■ ACTIVITY ■
In the material below, find each line with the word "page" and copy it.

■ AVAILABLE DATA ■
──────────────────────────────

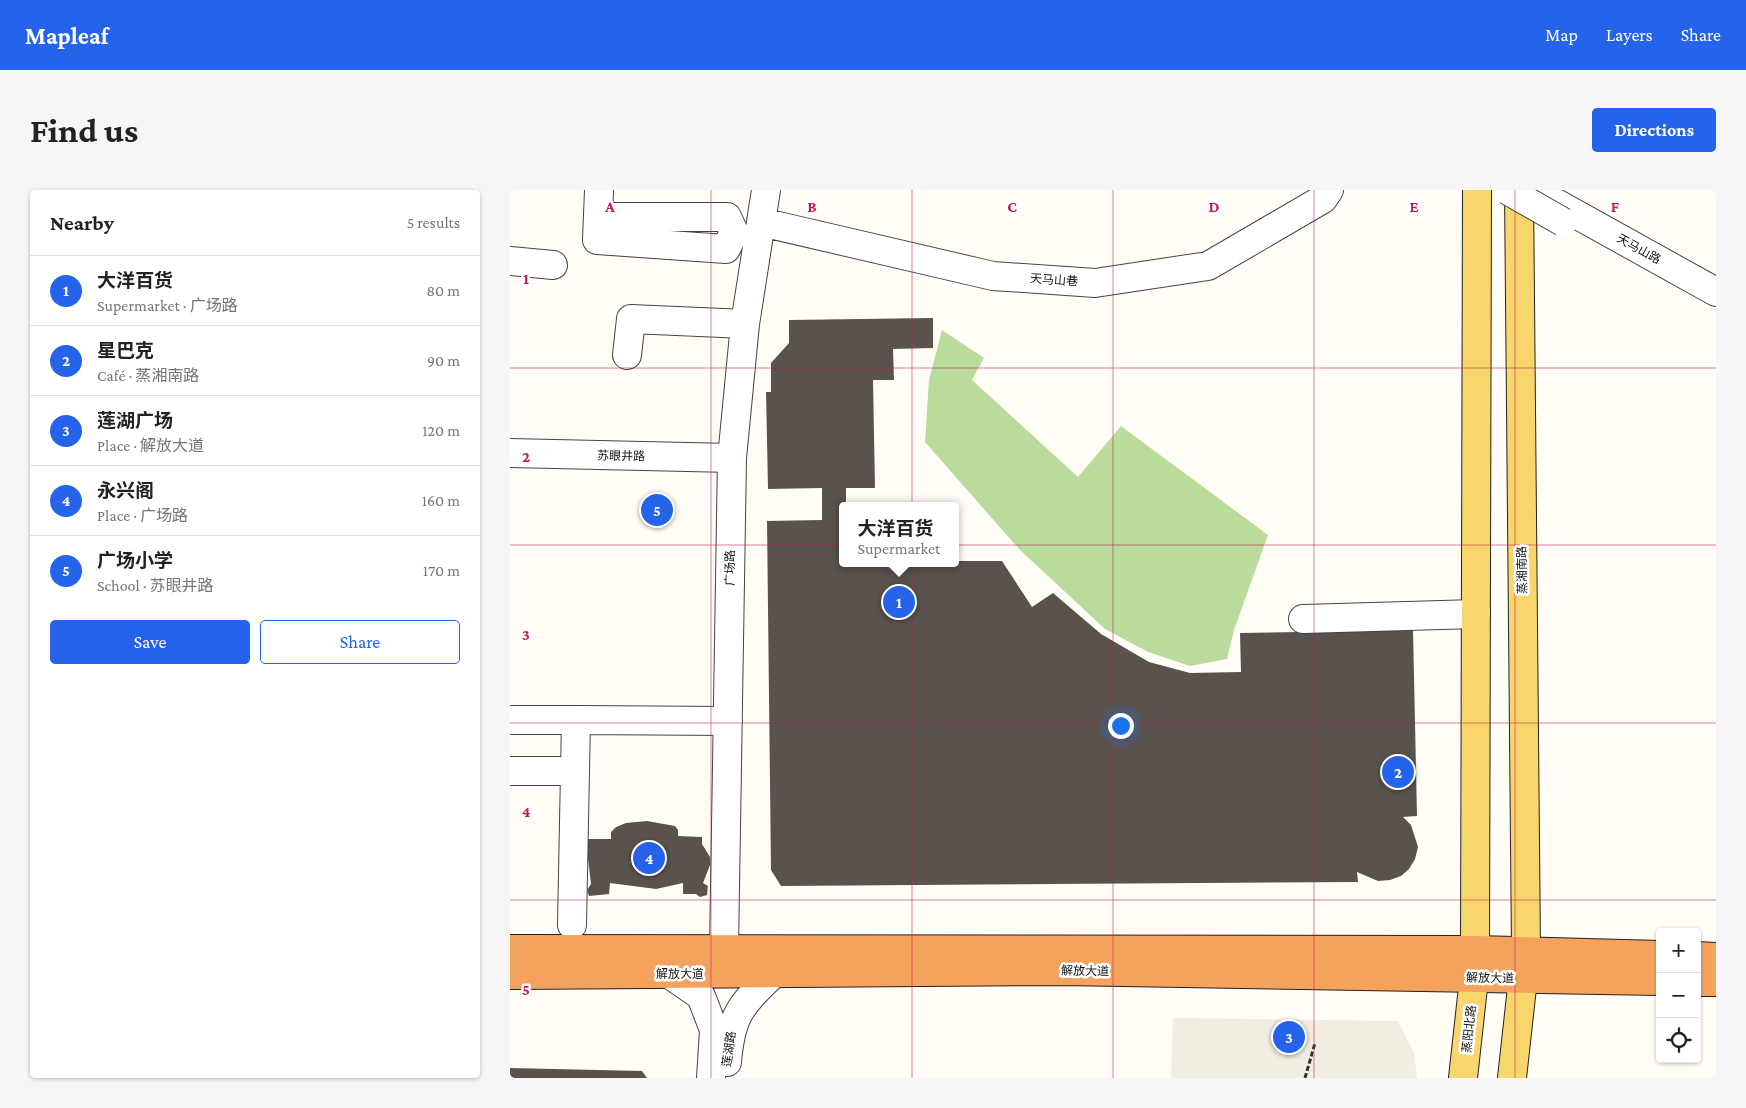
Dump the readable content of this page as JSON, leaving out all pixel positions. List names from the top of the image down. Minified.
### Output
{"streets":{"highway":["解放大道"],"main road":["蒸湘南路","蒸阳北路"],"street":["天马山路","天马山巷","苏眼井路","广场路","莲湖路"]},"crossings":[["天马山巷","广场路"],["苏眼井路","广场路"],["广场路","解放大道"],["蒸湘南路","解放大道"],["解放大道","蒸阳北路"],["解放大道","莲湖路"]],"page":{"header":"Mapleaf","nav":["Map","Layers","Share"],"buttons":["Directions",["Save","Share"]],"title":"Find us","heading":["Nearby","5 results"],"list":[{"mark":"1","name":"大洋百货","note":"Supermarket · 广场路","value":"80 m"},{"mark":"2","name":"星巴克","note":"Café · 蒸湘南路","value":"90 m"},{"mark":"3","name":"莲湖广场","note":"Place · 解放大道","value":"120 m"},{"mark":"4","name":"永兴阁","note":"Place · 广场路","value":"160 m"},{"mark":"5","name":"广场小学","note":"School · 苏眼井路","value":"170 m"}],"pins":["5","1","2","4","3"],"popup":["大洋百货","Supermarket"],"map_buttons":["+","−"]},"grid":{"columns":["A","B","C","D","E","F"],"rows":["1","2","3","4","5"]}}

──────────────────────────────

■ ANSWER SPACE ■
Dump the readable content of this page as JSON, leaving out all pixel positions. List names from the top of the image down. Minified.
{"streets":{"highway":["解放大道"],"main road":["蒸湘南路","蒸阳北路"],"street":["天马山路","天马山巷","苏眼井路","广场路","莲湖路"]},"crossings":[["天马山巷","广场路"],["苏眼井路","广场路"],["广场路","解放大道"],["蒸湘南路","解放大道"],["解放大道","蒸阳北路"],["解放大道","莲湖路"]],"page":{"header":"Mapleaf","nav":["Map","Layers","Share"],"buttons":["Directions",["Save","Share"]],"title":"Find us","heading":["Nearby","5 results"],"list":[{"mark":"1","name":"大洋百货","note":"Supermarket · 广场路","value":"80 m"},{"mark":"2","name":"星巴克","note":"Café · 蒸湘南路","value":"90 m"},{"mark":"3","name":"莲湖广场","note":"Place · 解放大道","value":"120 m"},{"mark":"4","name":"永兴阁","note":"Place · 广场路","value":"160 m"},{"mark":"5","name":"广场小学","note":"School · 苏眼井路","value":"170 m"}],"pins":["5","1","2","4","3"],"popup":["大洋百货","Supermarket"],"map_buttons":["+","−"]},"grid":{"columns":["A","B","C","D","E","F"],"rows":["1","2","3","4","5"]}}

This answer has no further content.